L'IA également intégrée

Côté IA, la Dinum met œuvre au sein de sa brique de visioconférence des mécanismes de transcription et de génération de comptes rendus de réunion. Des contenus qui sont ensuite poussés dans la plateforme collaborative Docs. Au sein de cette dernière, elle a mis en place une IA générative basée sur la technologie Llama 3.2 de Meta. A la demande des utilisateurs, elle permet de dresser un premier texte, mais aussi de réaliser des traductions à la volée (Llama supporte 8 langues), de gérer des reformulations ou encore, plus prosaïquement, de corriger la grammaire et l'orthographe.

Pour le futur, la Dinum envisage d'enrichir Docs d'une IA orientée recherche et RAG. Autre piste d'évolution : mettre en œuvre dans Docs une fonctionnalité de prise de notes collaborative. Des notes qui pourront ensuite être réexploitées au moment de la génération des comptes rendus de réunion en vue de les affiner. Au sein de l'outil de visio, la Dinum entrevoit la possibilité d'intégrer des fonctions de diarisation pour distinguer les interlocuteurs. "Nous priorisons les évolutions en fonction des retours du terrain, puis nous itérons. Le gros du travail a été d'intégrer les fondamentaux. Depuis, plus nous avançons, plus les développements sont rapides", constate Samuel Paccoud.

Parmi les projets lancés en janvier 2025 figure l'amélioration de la brique de partage de fichiers (une solution qui repose sur la technologie de la start-up française Interstis).
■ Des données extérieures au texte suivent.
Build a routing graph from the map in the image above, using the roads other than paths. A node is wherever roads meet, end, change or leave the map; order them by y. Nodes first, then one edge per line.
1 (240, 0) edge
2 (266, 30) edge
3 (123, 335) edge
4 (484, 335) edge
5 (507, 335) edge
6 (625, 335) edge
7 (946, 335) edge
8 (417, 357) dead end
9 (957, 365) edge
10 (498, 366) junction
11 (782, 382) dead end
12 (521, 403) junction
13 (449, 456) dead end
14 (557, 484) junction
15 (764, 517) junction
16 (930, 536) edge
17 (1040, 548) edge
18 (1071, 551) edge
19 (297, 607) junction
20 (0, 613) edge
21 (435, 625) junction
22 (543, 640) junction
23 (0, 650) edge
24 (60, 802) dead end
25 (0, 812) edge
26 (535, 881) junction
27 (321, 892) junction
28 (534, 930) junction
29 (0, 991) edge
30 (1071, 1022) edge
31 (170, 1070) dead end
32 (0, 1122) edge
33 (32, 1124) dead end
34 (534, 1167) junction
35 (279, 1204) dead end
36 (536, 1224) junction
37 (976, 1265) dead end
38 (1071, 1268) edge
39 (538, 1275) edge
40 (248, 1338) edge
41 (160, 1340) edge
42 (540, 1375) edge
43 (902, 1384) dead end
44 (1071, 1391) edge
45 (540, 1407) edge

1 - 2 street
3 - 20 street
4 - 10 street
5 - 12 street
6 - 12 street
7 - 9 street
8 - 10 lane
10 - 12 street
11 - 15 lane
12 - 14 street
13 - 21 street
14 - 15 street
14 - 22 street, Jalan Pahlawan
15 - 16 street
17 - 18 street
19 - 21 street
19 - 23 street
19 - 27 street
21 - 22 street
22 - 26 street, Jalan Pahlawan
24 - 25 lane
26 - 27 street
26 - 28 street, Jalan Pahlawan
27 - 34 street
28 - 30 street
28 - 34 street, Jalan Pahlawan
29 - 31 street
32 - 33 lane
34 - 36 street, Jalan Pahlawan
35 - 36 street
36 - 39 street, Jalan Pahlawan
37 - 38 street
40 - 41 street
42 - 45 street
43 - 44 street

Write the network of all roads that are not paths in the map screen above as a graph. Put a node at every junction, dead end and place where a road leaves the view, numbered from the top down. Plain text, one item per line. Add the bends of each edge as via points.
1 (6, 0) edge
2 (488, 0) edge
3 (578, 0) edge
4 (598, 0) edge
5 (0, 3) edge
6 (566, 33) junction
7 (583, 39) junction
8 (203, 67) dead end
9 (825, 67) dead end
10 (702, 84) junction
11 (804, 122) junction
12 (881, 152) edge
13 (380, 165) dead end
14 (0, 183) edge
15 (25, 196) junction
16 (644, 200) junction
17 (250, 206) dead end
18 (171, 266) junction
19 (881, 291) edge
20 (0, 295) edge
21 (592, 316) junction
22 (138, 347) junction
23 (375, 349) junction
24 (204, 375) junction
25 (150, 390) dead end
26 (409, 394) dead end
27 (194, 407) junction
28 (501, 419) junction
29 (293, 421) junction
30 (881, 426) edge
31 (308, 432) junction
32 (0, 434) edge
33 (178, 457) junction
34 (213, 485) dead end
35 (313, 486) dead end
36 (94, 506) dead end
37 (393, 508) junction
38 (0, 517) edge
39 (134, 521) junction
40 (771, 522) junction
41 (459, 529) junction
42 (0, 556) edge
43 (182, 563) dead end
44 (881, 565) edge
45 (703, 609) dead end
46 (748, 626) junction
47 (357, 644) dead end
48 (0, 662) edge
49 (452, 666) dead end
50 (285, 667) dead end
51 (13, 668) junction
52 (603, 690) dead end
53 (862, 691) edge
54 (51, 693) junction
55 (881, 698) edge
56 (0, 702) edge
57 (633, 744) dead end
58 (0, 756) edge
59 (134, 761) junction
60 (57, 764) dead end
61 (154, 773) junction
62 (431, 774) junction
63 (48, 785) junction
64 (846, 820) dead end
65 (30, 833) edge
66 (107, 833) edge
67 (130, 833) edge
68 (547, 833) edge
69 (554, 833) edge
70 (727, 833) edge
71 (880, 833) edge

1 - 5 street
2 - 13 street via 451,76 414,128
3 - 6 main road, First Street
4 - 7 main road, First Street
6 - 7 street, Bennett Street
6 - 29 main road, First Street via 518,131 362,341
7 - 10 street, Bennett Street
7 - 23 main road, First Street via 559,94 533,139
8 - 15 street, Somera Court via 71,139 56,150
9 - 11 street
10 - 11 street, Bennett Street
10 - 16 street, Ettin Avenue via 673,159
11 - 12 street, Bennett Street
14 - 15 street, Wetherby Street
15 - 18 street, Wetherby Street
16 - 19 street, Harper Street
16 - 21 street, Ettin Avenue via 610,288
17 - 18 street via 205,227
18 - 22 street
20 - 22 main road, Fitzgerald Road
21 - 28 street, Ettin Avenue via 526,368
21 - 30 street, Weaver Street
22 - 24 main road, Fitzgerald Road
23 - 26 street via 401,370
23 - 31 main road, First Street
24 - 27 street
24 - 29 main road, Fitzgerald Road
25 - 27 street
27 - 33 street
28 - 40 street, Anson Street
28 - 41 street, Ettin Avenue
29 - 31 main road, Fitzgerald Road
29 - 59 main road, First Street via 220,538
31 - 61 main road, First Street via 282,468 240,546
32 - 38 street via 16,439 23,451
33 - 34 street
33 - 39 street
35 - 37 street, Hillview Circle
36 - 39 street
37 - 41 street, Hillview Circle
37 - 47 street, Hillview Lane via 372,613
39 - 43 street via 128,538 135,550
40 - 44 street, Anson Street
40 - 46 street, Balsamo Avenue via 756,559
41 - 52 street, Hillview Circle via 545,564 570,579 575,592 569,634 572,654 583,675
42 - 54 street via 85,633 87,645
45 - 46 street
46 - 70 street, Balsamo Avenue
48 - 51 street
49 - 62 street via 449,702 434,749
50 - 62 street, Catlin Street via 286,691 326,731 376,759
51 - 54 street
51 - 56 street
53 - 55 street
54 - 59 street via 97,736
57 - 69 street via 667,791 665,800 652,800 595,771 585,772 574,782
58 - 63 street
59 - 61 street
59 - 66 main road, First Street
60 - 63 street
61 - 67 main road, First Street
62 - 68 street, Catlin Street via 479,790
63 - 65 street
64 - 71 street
Fin février, la Dinum prévoit de sortir la version 2 de cette solution avec une interface graphique refondue dotée d'une version mobile et intégrant du RAG. Dans cette optique, elle compte s'appuyer sur MarkItDown, une librairie open source conçue par Microsoft pour assurer le support de n'importe quel type de fichier. Cette librairie doit notamment permettre d'assurer l'indexation des documents, mais aussi de gérer les échanges avec Docs. Et Samuel Paccoud de conclure : "Notre ambition pour cette année est d'accompagner la montée en puissance des usages et de s'inscrire dans une approche open source communautaire en impliquant des contributeurs externes."